### What you have to do
Would it be possible to write out each entry below exactly, without the pictures?

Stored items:

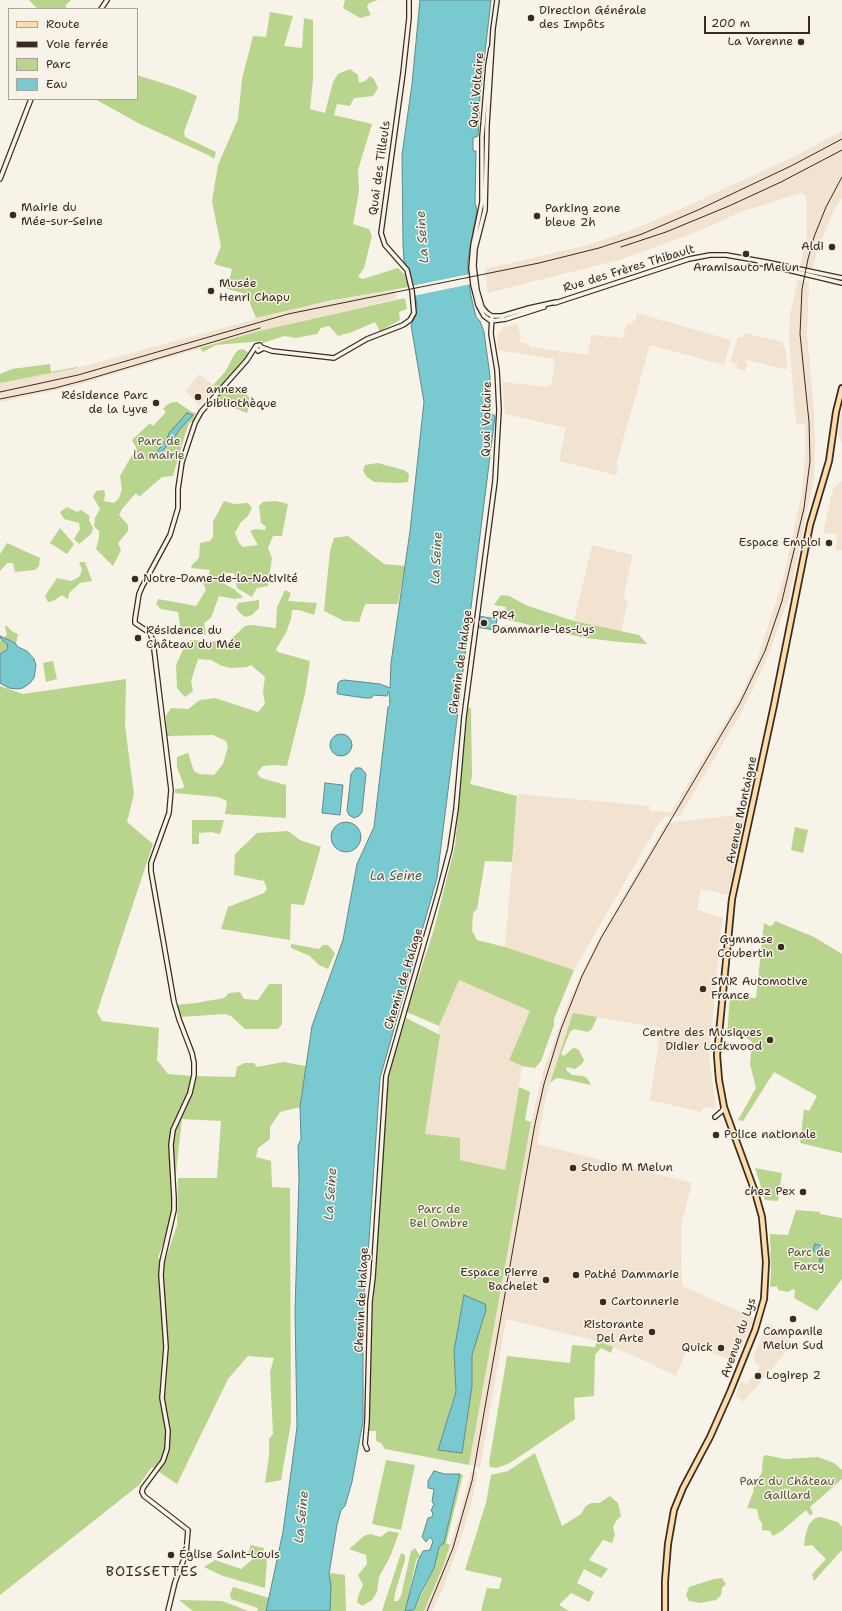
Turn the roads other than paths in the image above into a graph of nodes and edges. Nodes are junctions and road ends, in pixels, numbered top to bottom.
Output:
1 (409, 0) edge
2 (497, 0) edge
3 (492, 43) junction
4 (31, 100) edge
5 (0, 179) edge
6 (756, 261) junction
7 (842, 278) edge
8 (842, 283) edge
9 (556, 302) junction
10 (492, 316) junction
11 (491, 321) junction
12 (842, 388) edge
13 (490, 516) joint
14 (724, 1107) junction
15 (715, 1118) dead end
16 (745, 1165) joint
17 (366, 1449) dead end
18 (168, 1611) edge
19 (665, 1611) edge

1 - 18 street, Quai des Tilleuls
2 - 3 street
3 - 10 street, Quai Voltaire
3 - 11 street, Quai Voltaire
4 - 5 street
6 - 7 street, Rue des Frères Thibault
6 - 8 street, Rue des Frères Thibault
6 - 9 street, Rue des Frères Thibault
9 - 10 street, Rue des Frères Thibault
9 - 11 street, Rue des Frères Thibault
10 - 11 street, Quai Voltaire
11 - 13 street, Quai Voltaire
12 - 14 main road, Avenue Montaigne
13 - 17 street, Chemin de Halage
14 - 15 street
14 - 16 main road, Avenue Montaigne
16 - 19 main road, Avenue du Lys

### Final answer
Turn the roads other than paths in the image above into a graph of nodes and edges. Nodes are junctions and road ends, in pixels, numbered top to bottom.
Output:
1 (409, 0) edge
2 (497, 0) edge
3 (492, 43) junction
4 (31, 100) edge
5 (0, 179) edge
6 (756, 261) junction
7 (842, 278) edge
8 (842, 283) edge
9 (556, 302) junction
10 (492, 316) junction
11 (491, 321) junction
12 (842, 388) edge
13 (490, 516) joint
14 (724, 1107) junction
15 (715, 1118) dead end
16 (745, 1165) joint
17 (366, 1449) dead end
18 (168, 1611) edge
19 (665, 1611) edge

1 - 18 street, Quai des Tilleuls
2 - 3 street
3 - 10 street, Quai Voltaire
3 - 11 street, Quai Voltaire
4 - 5 street
6 - 7 street, Rue des Frères Thibault
6 - 8 street, Rue des Frères Thibault
6 - 9 street, Rue des Frères Thibault
9 - 10 street, Rue des Frères Thibault
9 - 11 street, Rue des Frères Thibault
10 - 11 street, Quai Voltaire
11 - 13 street, Quai Voltaire
12 - 14 main road, Avenue Montaigne
13 - 17 street, Chemin de Halage
14 - 15 street
14 - 16 main road, Avenue Montaigne
16 - 19 main road, Avenue du Lys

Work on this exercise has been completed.